Vector Database - Pinecone

Table of Contents

I. Introcution
- 1. Vector embeddings
- 2. Indexes
II. Pipeline for Vector Databases
III. Set up a Pinecone vector database
Reference

I. Introcution

Vector Database is a type of database, designed to store and query unstructured data, which does not have a fixed schema, such as text, images and audio. There are many vector databases available such as Pinecone, Chroma or qdrant.

Vector databases have the capabilities of a traditional database that are absent in standalone vector indexes and the specialization of dealing with vector embeddings, which traditional scalar-based databases lack [1]

This article will introduce the basics of Vector Databases, focusing on Pinecone's capabilities and guiding through the process of setting up own database.

1. Vector embeddings

Vector refers to an array of numbers with a specific dimensionality.
Embeddings refers to the technique of representing data as vectors in such a way that captures meaningful information, semantic relationships, or contextual characteristics.

Hence, Vector embeddings are a way of representing text as a set of numbers in high dimensional space (up to two thousand dimensions) and dense (all values are non-zero).

The distance between two embeddings or two vectors measures the relatedness which translate to the relatedness between text concepts they represents. Similar embeddings or vectors represent similar concepts.

Source: DeepAI

We often train models to translate objects to vectors [2]

For text data: models such as Word2Vec, GLoVE, and BERT transform words, sentences, or paragraphs into vector embeddings.
For Images: models such as convolutional neural networks (CNNs)
For Audio, it can be transformed into vectors using image embedding transformations over the audio frequencies visual representation (e.g., using its Spectrogram).

2. Indexes

An index is the highest-level organizational unit of vector data. It accepts and stores vectors, serves queries over the vectors it contains, and does other vector operations over its contents. [3]

Serverless indexes:
- Not configure or manage any compute or storage resources
- Scale automatically based on usage (based on a breakthough architecture)
Pod-based architecture
- Pre-configured units of hardware (pods)
- Depending on the pod type, pod size, and number of pods used, having different amounts of storage and higher or lower latency and throughput

II. Pipeline for Vector Databases

Vector databased use a combination of different optimized algorithms that all participate in Approximate Nearest Neighbor (ANN) search.

Source: What is a Vector Database & How Does it Work? Use Cases + Examples

This image can be broken down into 3 steps:

Embedding: Creating Vector Embedding for the content to be indexed.
Indexing: Inserting the Vector Embeddings into the Vector Database by associating each vector embedding with a reference to the original content used to create it.
Querying: Searching the vector database for similar content by using the same embedding model used to create the vector embedding. This vector embedding is then used to query the database for similar vector embeddings, which are associated with the original content used to create them.
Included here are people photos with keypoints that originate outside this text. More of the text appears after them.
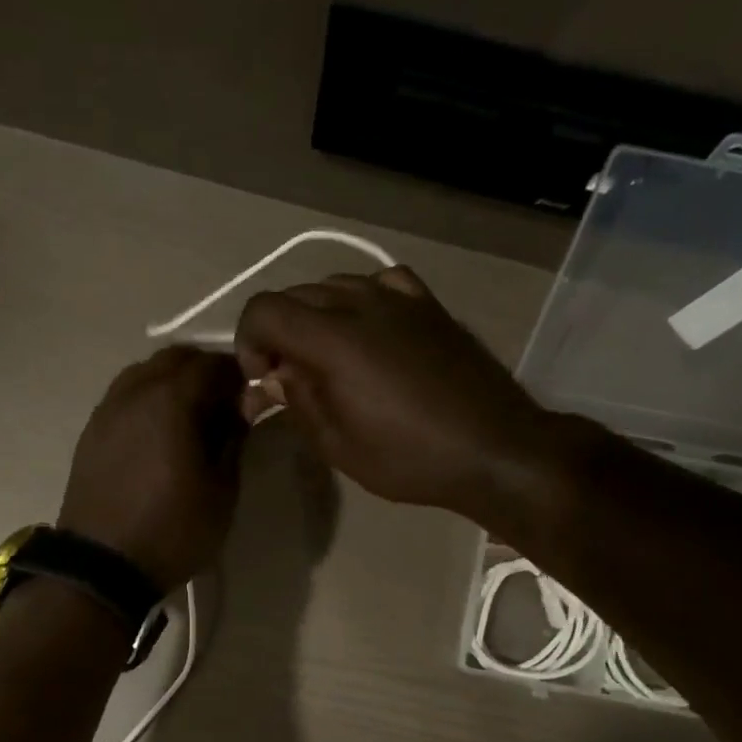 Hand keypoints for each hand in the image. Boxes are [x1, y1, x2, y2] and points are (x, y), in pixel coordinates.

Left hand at [58, 346, 247, 592]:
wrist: (101, 567)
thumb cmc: (172, 531)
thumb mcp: (221, 491)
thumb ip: (234, 438)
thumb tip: (245, 404)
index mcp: (171, 401)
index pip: (213, 364)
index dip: (239, 374)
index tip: (253, 396)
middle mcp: (134, 392)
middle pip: (175, 358)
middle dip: (206, 371)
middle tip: (226, 404)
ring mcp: (107, 409)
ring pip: (145, 372)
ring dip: (173, 381)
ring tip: (193, 417)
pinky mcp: (92, 431)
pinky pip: (125, 395)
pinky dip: (148, 398)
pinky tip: (160, 431)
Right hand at [234, 267, 554, 523]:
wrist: (493, 449)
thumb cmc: (409, 458)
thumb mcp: (338, 445)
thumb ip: (298, 401)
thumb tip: (275, 376)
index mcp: (332, 338)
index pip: (264, 310)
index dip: (248, 343)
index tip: (262, 382)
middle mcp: (361, 303)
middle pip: (295, 295)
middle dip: (278, 334)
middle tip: (288, 379)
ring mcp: (400, 298)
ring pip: (335, 285)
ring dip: (316, 317)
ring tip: (327, 359)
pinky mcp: (430, 305)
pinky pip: (381, 283)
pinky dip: (361, 302)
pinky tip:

For example: Storing and querying documents

First, using an embedding model to create vector embeddings for each document.
Second, inserting these vector embeddings into a vector database. Each vector embedding would be associated with a reference to the original document.
Finally, using the vector database to query for information that is similar to a given query or question.

III. Set up a Pinecone vector database

1. Install a Pinecone client

pip install pinecone-client

2. Get API key

Sign up Pinecone
Open the Pinecone console.
Go to API Keys.
Create / Copy your API key.

3. Initialize client connection

Create a file named .env at the root level to store PINECONE_API_KEY and initialize client connection to Pinecone

import os
from dotenv import load_dotenv, find_dotenv

# loading the API Keys from .env
load_dotenv(find_dotenv(), override=True)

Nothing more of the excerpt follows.